▸ **ACTIVITY**:
Restate the following records word for word without images.

▸ **INPUT MATERIAL**:

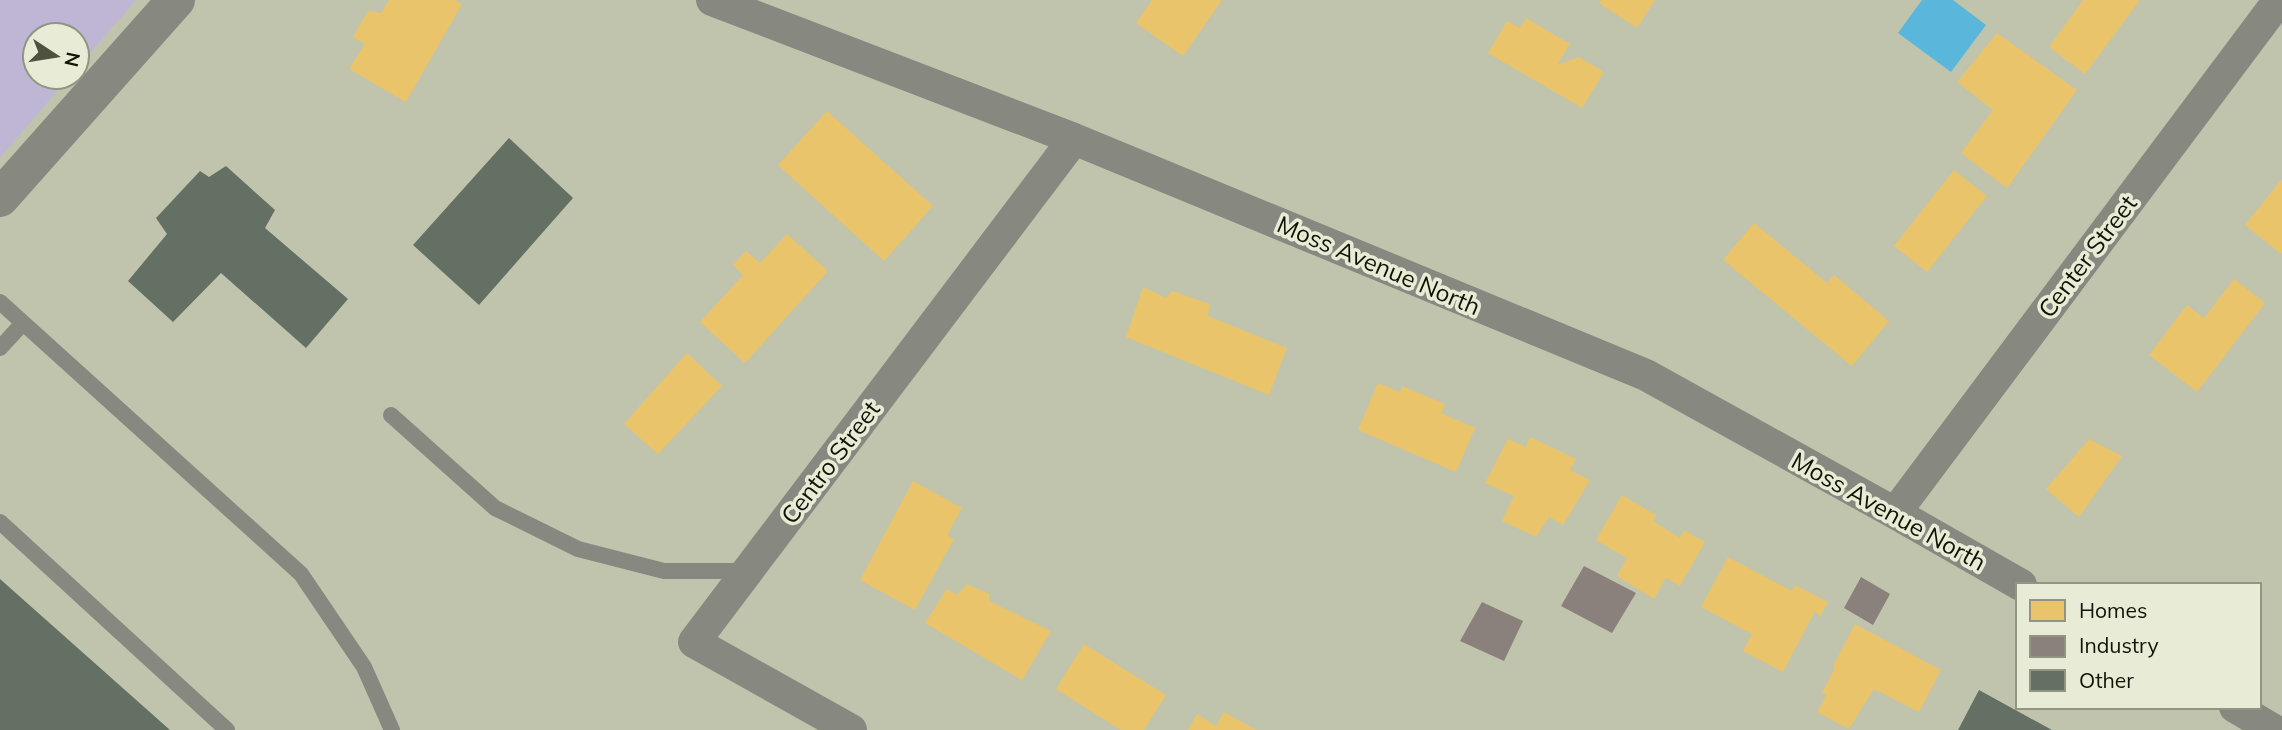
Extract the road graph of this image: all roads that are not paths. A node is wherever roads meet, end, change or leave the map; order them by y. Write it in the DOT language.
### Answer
graph roads {
  1 [pos="176,0"];
  2 [pos="712,0"];
  3 [pos="2279,0"];
  4 [pos="1074,139"];
  5 [pos="0,198"];
  6 [pos="0,302"];
  7 [pos="23,323"];
  8 [pos="0,348"];
  9 [pos="391,415"];
  10 [pos="1895,513"];
  11 [pos="0,522"];
  12 [pos="747,571"];
  13 [pos="2018,583"];
  14 [pos="2238,709"];
  15 [pos="227,730"];
  16 [pos="392,730"];
  17 [pos="851,730"];
  18 [pos="2274,730"];
  1 -- 5 [label="street"];
  2 -- 4 [label="street, Moss Avenue North"];
  3 -- 10 [label="street, Center Street"];
  4 -- 10 [label="street, Moss Avenue North"];
  4 -- 12 [label="street, Centro Street"];
  6 -- 7 [label="lane"];
  7 -- 8 [label="lane"];
  7 -- 16 [label="lane"];
  9 -- 12 [label="lane"];
  10 -- 13 [label="street, Moss Avenue North"];
  11 -- 15 [label="lane"];
  12 -- 17 [label="street, Centro Street"];
  14 -- 18 [label="street"];
}
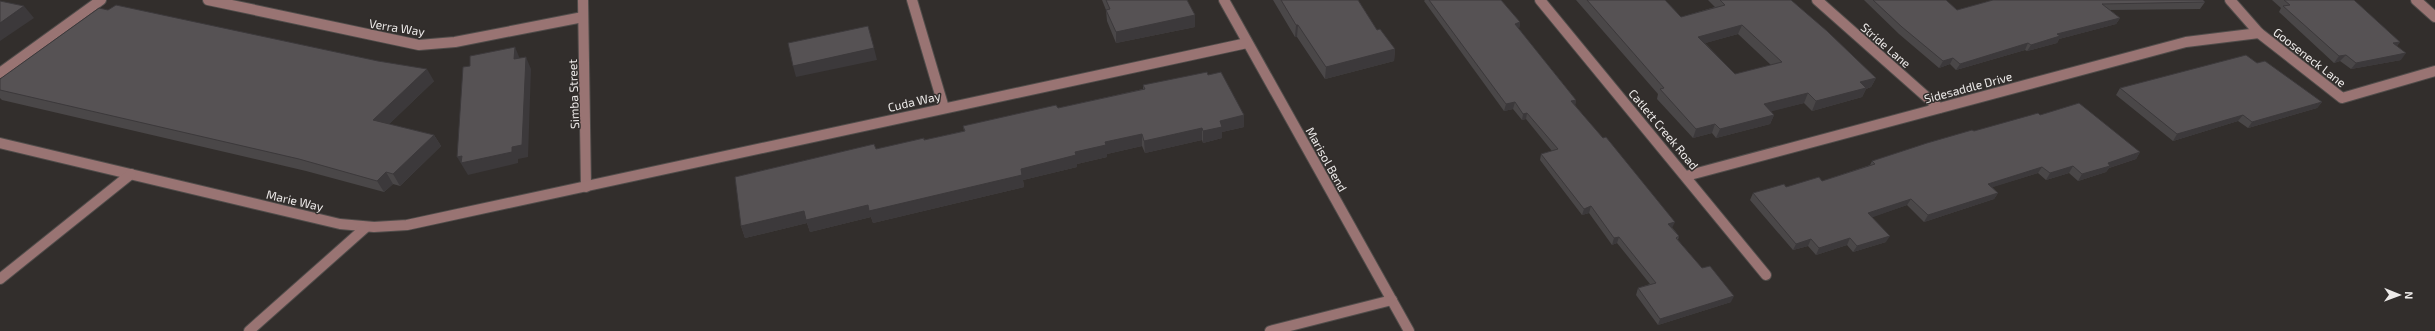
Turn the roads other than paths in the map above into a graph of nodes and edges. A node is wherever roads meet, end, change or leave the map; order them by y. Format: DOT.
graph roads {
  1 [pos="101,0"];
  2 [pos="208,0"];
  3 [pos="583,0"];
  4 [pos="912,0"];
  5 [pos="1224,0"];
  6 [pos="1540,0"];
  7 [pos="1817,0"];
  8 [pos="2230,0"];
  9 [pos="2416,0"];
  10 [pos="583,17"];
  11 [pos="2435,17"];
  12 [pos="2259,32"];
  13 [pos="1247,43"];
  14 [pos="2435,71"];
  15 [pos="0,73"];
  16 [pos="944,108"];
  17 [pos="1939,108"];
  18 [pos="0,143"];
  19 [pos="130,174"];
  20 [pos="1686,176"];
  21 [pos="586,187"];
  22 [pos="365,228"];
  23 [pos="1766,276"];
  24 [pos="0,279"];
  25 [pos="1392,300"];
  26 [pos="249,331"];
  27 [pos="1270,331"];
  28 [pos="1409,331"];
  1 -- 15 [label="street"];
  2 -- 10 [label="street, Verra Way"];
  3 -- 10 [label="street, Simba Street"];
  4 -- 16 [label="street"];
  5 -- 13 [label="street, Marisol Bend"];
  6 -- 20 [label="street, Catlett Creek Road"];
  7 -- 17 [label="street, Stride Lane"];
  8 -- 12 [label="street, Gooseneck Lane"];
  9 -- 11 [label="street"];
  10 -- 21 [label="street, Simba Street"];
  12 -- 14 [label="street, Gooseneck Lane"];
  12 -- 17 [label="street, Sidesaddle Drive"];
  13 -- 16 [label="street, Cuda Way"];
  13 -- 25 [label="street, Marisol Bend"];
  16 -- 21 [label="street, Cuda Way"];
  17 -- 20 [label="street, Sidesaddle Drive"];
  18 -- 19 [label="street, Marie Way"];
  19 -- 22 [label="street, Marie Way"];
  19 -- 24 [label="street"];
  20 -- 23 [label="street, Catlett Creek Road"];
  21 -- 22 [label="street, Marie Way"];
  22 -- 26 [label="street"];
  25 -- 27 [label="street"];
  25 -- 28 [label="street, Marisol Bend"];
}
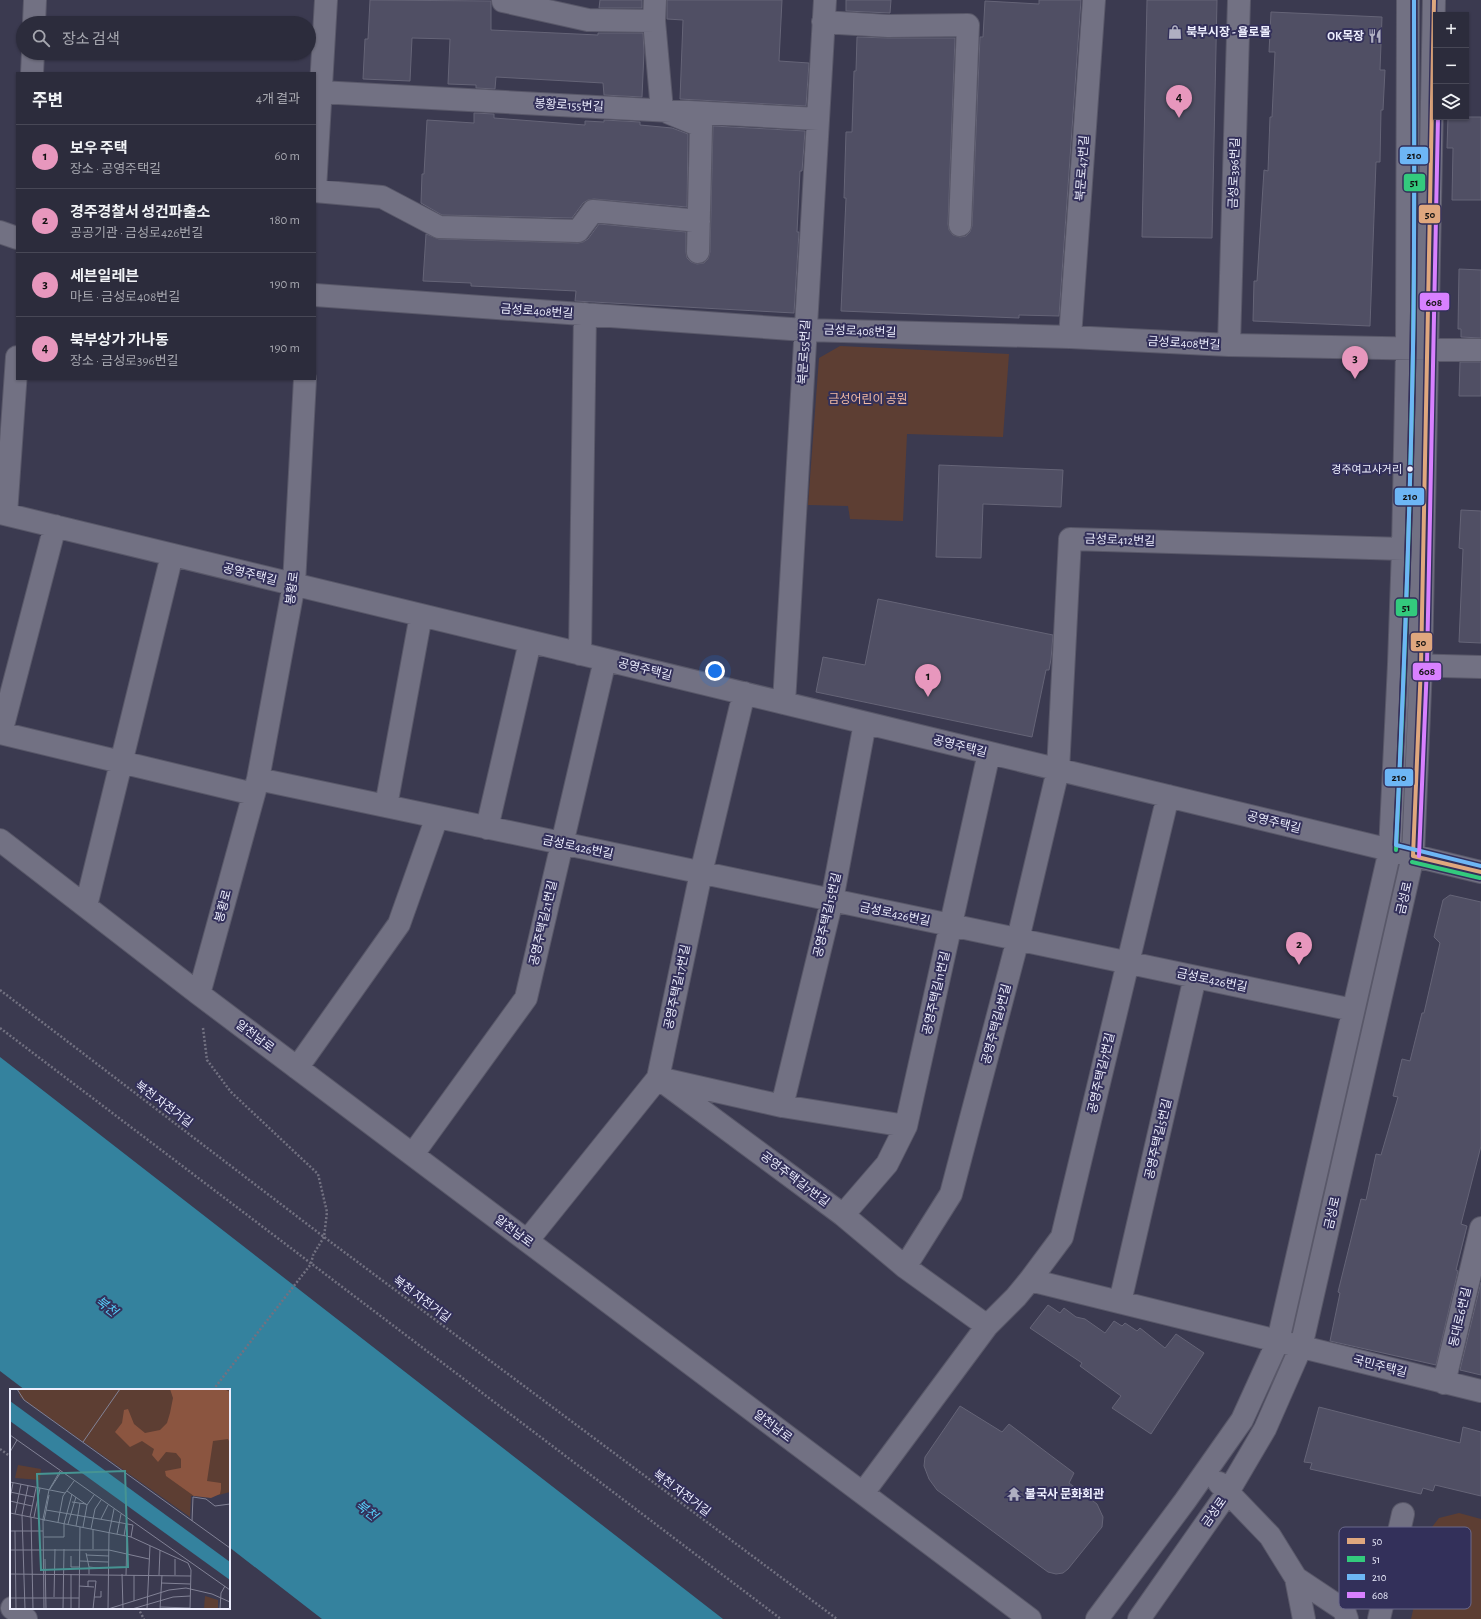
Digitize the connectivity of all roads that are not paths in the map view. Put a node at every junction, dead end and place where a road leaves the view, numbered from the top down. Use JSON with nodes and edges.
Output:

▸ **RESULT FOR THIS EXERCISE**:
Extract the road graph of this image: all roads that are not paths. A node is wherever roads meet, end, change or leave the map; order them by y. Write it in the DOT language.
### Answer
graph roads {
  1 [pos="176,0"];
  2 [pos="712,0"];
  3 [pos="2279,0"];
  4 [pos="1074,139"];
  5 [pos="0,198"];
  6 [pos="0,302"];
  7 [pos="23,323"];
  8 [pos="0,348"];
  9 [pos="391,415"];
  10 [pos="1895,513"];
  11 [pos="0,522"];
  12 [pos="747,571"];
  13 [pos="2018,583"];
  14 [pos="2238,709"];
  15 [pos="227,730"];
  16 [pos="392,730"];
  17 [pos="851,730"];
  18 [pos="2274,730"];
  1 -- 5 [label="street"];
  2 -- 4 [label="street, Moss Avenue North"];
  3 -- 10 [label="street, Center Street"];
  4 -- 10 [label="street, Moss Avenue North"];
  4 -- 12 [label="street, Centro Street"];
  6 -- 7 [label="lane"];
  7 -- 8 [label="lane"];
  7 -- 16 [label="lane"];
  9 -- 12 [label="lane"];
  10 -- 13 [label="street, Moss Avenue North"];
  11 -- 15 [label="lane"];
  12 -- 17 [label="street, Centro Street"];
  14 -- 18 [label="street"];
}
Turn the roads other than paths in the map above into a graph of nodes and edges. A node is wherever roads meet, end, change or leave the map; order them by y. Format: DOT.
graph roads {
  1 [pos="101,0"];
  2 [pos="208,0"];
  3 [pos="583,0"];
  4 [pos="912,0"];
  5 [pos="1224,0"];
  6 [pos="1540,0"];
  7 [pos="1817,0"];
  8 [pos="2230,0"];
  9 [pos="2416,0"];
  10 [pos="583,17"];
  11 [pos="2435,17"];
  12 [pos="2259,32"];
  13 [pos="1247,43"];
  14 [pos="2435,71"];
  15 [pos="0,73"];
  16 [pos="944,108"];
  17 [pos="1939,108"];
  18 [pos="0,143"];
  19 [pos="130,174"];
  20 [pos="1686,176"];
  21 [pos="586,187"];
  22 [pos="365,228"];
  23 [pos="1766,276"];
  24 [pos="0,279"];
  25 [pos="1392,300"];
  26 [pos="249,331"];
  27 [pos="1270,331"];
  28 [pos="1409,331"];
  1 -- 15 [label="street"];
  2 -- 10 [label="street, Verra Way"];
  3 -- 10 [label="street, Simba Street"];
  4 -- 16 [label="street"];
  5 -- 13 [label="street, Marisol Bend"];
  6 -- 20 [label="street, Catlett Creek Road"];
  7 -- 17 [label="street, Stride Lane"];
  8 -- 12 [label="street, Gooseneck Lane"];
  9 -- 11 [label="street"];
  10 -- 21 [label="street, Simba Street"];
  12 -- 14 [label="street, Gooseneck Lane"];
  12 -- 17 [label="street, Sidesaddle Drive"];
  13 -- 16 [label="street, Cuda Way"];
  13 -- 25 [label="street, Marisol Bend"];
  16 -- 21 [label="street, Cuda Way"];
  17 -- 20 [label="street, Sidesaddle Drive"];
  18 -- 19 [label="street, Marie Way"];
  19 -- 22 [label="street, Marie Way"];
  19 -- 24 [label="street"];
  20 -- 23 [label="street, Catlett Creek Road"];
  21 -- 22 [label="street, Marie Way"];
  22 -- 26 [label="street"];
  25 -- 27 [label="street"];
  25 -- 28 [label="street, Marisol Bend"];
}
Digitize the connectivity of all roads that are not paths in the map view. Put a node at every junction, dead end and place where a road leaves the view, numbered from the top down. Use JSON with nodes and edges.
Output:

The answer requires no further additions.